Write all of the lines below out again, exactly as they stand.

*RECORDS SHOWN*
____________________
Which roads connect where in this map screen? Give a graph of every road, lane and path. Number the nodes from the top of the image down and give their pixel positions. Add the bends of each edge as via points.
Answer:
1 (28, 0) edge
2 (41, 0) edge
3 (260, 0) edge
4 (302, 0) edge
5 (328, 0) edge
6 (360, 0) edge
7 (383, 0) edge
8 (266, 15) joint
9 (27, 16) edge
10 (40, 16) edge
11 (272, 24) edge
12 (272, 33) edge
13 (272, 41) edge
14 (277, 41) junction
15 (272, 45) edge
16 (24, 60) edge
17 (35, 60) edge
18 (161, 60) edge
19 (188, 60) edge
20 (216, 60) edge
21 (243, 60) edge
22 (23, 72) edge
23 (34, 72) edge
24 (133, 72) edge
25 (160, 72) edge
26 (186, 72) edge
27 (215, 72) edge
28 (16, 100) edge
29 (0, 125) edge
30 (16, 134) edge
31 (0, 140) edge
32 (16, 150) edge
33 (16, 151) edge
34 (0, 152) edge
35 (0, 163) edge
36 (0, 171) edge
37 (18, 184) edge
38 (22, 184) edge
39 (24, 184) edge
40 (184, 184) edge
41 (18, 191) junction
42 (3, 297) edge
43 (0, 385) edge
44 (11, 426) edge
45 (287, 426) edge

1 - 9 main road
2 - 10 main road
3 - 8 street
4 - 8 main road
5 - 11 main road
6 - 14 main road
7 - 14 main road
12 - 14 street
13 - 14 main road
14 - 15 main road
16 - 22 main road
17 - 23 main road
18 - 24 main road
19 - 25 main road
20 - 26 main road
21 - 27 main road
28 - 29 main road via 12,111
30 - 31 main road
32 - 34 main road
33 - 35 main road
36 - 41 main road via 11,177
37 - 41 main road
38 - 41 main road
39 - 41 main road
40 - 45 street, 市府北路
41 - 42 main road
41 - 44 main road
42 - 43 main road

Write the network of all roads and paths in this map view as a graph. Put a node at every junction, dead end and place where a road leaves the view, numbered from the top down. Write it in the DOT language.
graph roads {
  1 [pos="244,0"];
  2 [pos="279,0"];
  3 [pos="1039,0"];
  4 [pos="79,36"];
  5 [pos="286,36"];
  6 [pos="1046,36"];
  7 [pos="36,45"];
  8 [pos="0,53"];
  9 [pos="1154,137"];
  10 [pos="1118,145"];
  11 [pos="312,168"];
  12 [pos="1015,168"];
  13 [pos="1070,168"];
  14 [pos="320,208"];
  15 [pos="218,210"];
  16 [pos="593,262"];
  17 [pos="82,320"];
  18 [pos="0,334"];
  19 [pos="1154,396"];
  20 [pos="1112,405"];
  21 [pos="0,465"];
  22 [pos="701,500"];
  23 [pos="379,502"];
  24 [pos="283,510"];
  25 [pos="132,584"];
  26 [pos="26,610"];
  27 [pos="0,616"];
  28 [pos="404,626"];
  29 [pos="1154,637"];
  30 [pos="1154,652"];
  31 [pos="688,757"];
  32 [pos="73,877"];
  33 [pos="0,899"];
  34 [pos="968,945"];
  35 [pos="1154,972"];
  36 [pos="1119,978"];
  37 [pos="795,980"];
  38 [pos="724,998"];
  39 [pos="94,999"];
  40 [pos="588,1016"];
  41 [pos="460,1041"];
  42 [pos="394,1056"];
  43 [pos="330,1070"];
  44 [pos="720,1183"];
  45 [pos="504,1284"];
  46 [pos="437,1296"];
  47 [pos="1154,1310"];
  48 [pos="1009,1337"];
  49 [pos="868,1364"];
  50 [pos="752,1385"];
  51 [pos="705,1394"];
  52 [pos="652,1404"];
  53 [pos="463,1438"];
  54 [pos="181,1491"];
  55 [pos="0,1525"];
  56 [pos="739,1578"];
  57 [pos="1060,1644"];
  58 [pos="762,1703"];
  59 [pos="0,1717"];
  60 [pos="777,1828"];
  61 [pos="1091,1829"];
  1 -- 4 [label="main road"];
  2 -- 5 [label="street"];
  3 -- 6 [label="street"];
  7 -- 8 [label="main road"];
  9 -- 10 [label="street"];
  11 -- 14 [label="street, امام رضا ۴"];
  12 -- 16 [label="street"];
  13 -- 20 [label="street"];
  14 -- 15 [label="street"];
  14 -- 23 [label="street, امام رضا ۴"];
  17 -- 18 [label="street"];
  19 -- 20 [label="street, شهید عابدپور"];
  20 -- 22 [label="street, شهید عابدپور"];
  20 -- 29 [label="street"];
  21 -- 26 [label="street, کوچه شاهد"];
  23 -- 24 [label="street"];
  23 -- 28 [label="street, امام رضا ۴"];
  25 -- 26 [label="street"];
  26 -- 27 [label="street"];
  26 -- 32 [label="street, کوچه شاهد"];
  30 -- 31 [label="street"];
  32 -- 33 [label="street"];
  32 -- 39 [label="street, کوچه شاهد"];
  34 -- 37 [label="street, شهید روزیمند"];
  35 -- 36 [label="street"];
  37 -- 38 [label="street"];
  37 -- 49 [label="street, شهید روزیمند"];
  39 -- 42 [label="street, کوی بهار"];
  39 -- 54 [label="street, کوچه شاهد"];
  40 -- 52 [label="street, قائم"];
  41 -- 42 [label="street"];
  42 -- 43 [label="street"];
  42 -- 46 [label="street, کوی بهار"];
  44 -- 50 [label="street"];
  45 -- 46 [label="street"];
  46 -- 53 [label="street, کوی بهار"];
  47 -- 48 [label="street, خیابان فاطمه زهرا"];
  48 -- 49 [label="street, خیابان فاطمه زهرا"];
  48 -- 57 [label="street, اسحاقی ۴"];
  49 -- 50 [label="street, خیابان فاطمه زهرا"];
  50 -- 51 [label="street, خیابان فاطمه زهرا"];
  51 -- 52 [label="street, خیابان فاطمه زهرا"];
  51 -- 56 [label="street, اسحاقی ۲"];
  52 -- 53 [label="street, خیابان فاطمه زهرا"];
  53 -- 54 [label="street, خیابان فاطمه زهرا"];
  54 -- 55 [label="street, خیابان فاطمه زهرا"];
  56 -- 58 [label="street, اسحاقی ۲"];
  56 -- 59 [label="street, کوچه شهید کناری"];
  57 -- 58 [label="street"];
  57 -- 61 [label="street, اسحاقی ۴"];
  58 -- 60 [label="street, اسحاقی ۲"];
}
____________________
*SOLUTION TO THIS TASK*
Which roads connect where in this map screen? Give a graph of every road, lane and path. Number the nodes from the top of the image down and give their pixel positions. Add the bends of each edge as via points.
Answer:
1 (28, 0) edge
2 (41, 0) edge
3 (260, 0) edge
4 (302, 0) edge
5 (328, 0) edge
6 (360, 0) edge
7 (383, 0) edge
8 (266, 15) joint
9 (27, 16) edge
10 (40, 16) edge
11 (272, 24) edge
12 (272, 33) edge
13 (272, 41) edge
14 (277, 41) junction
15 (272, 45) edge
16 (24, 60) edge
17 (35, 60) edge
18 (161, 60) edge
19 (188, 60) edge
20 (216, 60) edge
21 (243, 60) edge
22 (23, 72) edge
23 (34, 72) edge
24 (133, 72) edge
25 (160, 72) edge
26 (186, 72) edge
27 (215, 72) edge
28 (16, 100) edge
29 (0, 125) edge
30 (16, 134) edge
31 (0, 140) edge
32 (16, 150) edge
33 (16, 151) edge
34 (0, 152) edge
35 (0, 163) edge
36 (0, 171) edge
37 (18, 184) edge
38 (22, 184) edge
39 (24, 184) edge
40 (184, 184) edge
41 (18, 191) junction
42 (3, 297) edge
43 (0, 385) edge
44 (11, 426) edge
45 (287, 426) edge

1 - 9 main road
2 - 10 main road
3 - 8 street
4 - 8 main road
5 - 11 main road
6 - 14 main road
7 - 14 main road
12 - 14 street
13 - 14 main road
14 - 15 main road
16 - 22 main road
17 - 23 main road
18 - 24 main road
19 - 25 main road
20 - 26 main road
21 - 27 main road
28 - 29 main road via 12,111
30 - 31 main road
32 - 34 main road
33 - 35 main road
36 - 41 main road via 11,177
37 - 41 main road
38 - 41 main road
39 - 41 main road
40 - 45 street, 市府北路
41 - 42 main road
41 - 44 main road
42 - 43 main road

Write the network of all roads and paths in this map view as a graph. Put a node at every junction, dead end and place where a road leaves the view, numbered from the top down. Write it in the DOT language.
graph roads {
  1 [pos="244,0"];
  2 [pos="279,0"];
  3 [pos="1039,0"];
  4 [pos="79,36"];
  5 [pos="286,36"];
  6 [pos="1046,36"];
  7 [pos="36,45"];
  8 [pos="0,53"];
  9 [pos="1154,137"];
  10 [pos="1118,145"];
  11 [pos="312,168"];
  12 [pos="1015,168"];
  13 [pos="1070,168"];
  14 [pos="320,208"];
  15 [pos="218,210"];
  16 [pos="593,262"];
  17 [pos="82,320"];
  18 [pos="0,334"];
  19 [pos="1154,396"];
  20 [pos="1112,405"];
  21 [pos="0,465"];
  22 [pos="701,500"];
  23 [pos="379,502"];
  24 [pos="283,510"];
  25 [pos="132,584"];
  26 [pos="26,610"];
  27 [pos="0,616"];
  28 [pos="404,626"];
  29 [pos="1154,637"];
  30 [pos="1154,652"];
  31 [pos="688,757"];
  32 [pos="73,877"];
  33 [pos="0,899"];
  34 [pos="968,945"];
  35 [pos="1154,972"];
  36 [pos="1119,978"];
  37 [pos="795,980"];
  38 [pos="724,998"];
  39 [pos="94,999"];
  40 [pos="588,1016"];
  41 [pos="460,1041"];
  42 [pos="394,1056"];
  43 [pos="330,1070"];
  44 [pos="720,1183"];
  45 [pos="504,1284"];
  46 [pos="437,1296"];
  47 [pos="1154,1310"];
  48 [pos="1009,1337"];
  49 [pos="868,1364"];
  50 [pos="752,1385"];
  51 [pos="705,1394"];
  52 [pos="652,1404"];
  53 [pos="463,1438"];
  54 [pos="181,1491"];
  55 [pos="0,1525"];
  56 [pos="739,1578"];
  57 [pos="1060,1644"];
  58 [pos="762,1703"];
  59 [pos="0,1717"];
  60 [pos="777,1828"];
  61 [pos="1091,1829"];
  1 -- 4 [label="main road"];
  2 -- 5 [label="street"];
  3 -- 6 [label="street"];
  7 -- 8 [label="main road"];
  9 -- 10 [label="street"];
  11 -- 14 [label="street, امام رضا ۴"];
  12 -- 16 [label="street"];
  13 -- 20 [label="street"];
  14 -- 15 [label="street"];
  14 -- 23 [label="street, امام رضا ۴"];
  17 -- 18 [label="street"];
  19 -- 20 [label="street, شهید عابدپور"];
  20 -- 22 [label="street, شهید عابدپور"];
  20 -- 29 [label="street"];
  21 -- 26 [label="street, کوچه شاهد"];
  23 -- 24 [label="street"];
  23 -- 28 [label="street, امام رضا ۴"];
  25 -- 26 [label="street"];
  26 -- 27 [label="street"];
  26 -- 32 [label="street, کوچه شاهد"];
  30 -- 31 [label="street"];
  32 -- 33 [label="street"];
  32 -- 39 [label="street, کوچه شاهد"];
  34 -- 37 [label="street, شهید روزیمند"];
  35 -- 36 [label="street"];
  37 -- 38 [label="street"];
  37 -- 49 [label="street, شهید روزیمند"];
  39 -- 42 [label="street, کوی بهار"];
  39 -- 54 [label="street, کوچه شاهد"];
  40 -- 52 [label="street, قائم"];
  41 -- 42 [label="street"];
  42 -- 43 [label="street"];
  42 -- 46 [label="street, کوی بهار"];
  44 -- 50 [label="street"];
  45 -- 46 [label="street"];
  46 -- 53 [label="street, کوی بهار"];
  47 -- 48 [label="street, خیابان فاطمه زهرا"];
  48 -- 49 [label="street, خیابان فاطمه زهرا"];
  48 -- 57 [label="street, اسحاقی ۴"];
  49 -- 50 [label="street, خیابان فاطمه زهرا"];
  50 -- 51 [label="street, خیابان فاطمه زهرا"];
  51 -- 52 [label="street, خیابان فاطمه زهرا"];
  51 -- 56 [label="street, اسحاقی ۲"];
  52 -- 53 [label="street, خیابان فاطمه زهرا"];
  53 -- 54 [label="street, خیابان فاطمه زهرا"];
  54 -- 55 [label="street, خیابان فاطمه زهرا"];
  56 -- 58 [label="street, اسحاقی ۲"];
  56 -- 59 [label="street, کوچه شهید کناری"];
  57 -- 58 [label="street"];
  57 -- 61 [label="street, اسحاقی ۴"];
  58 -- 60 [label="street, اسحاقی ۲"];
}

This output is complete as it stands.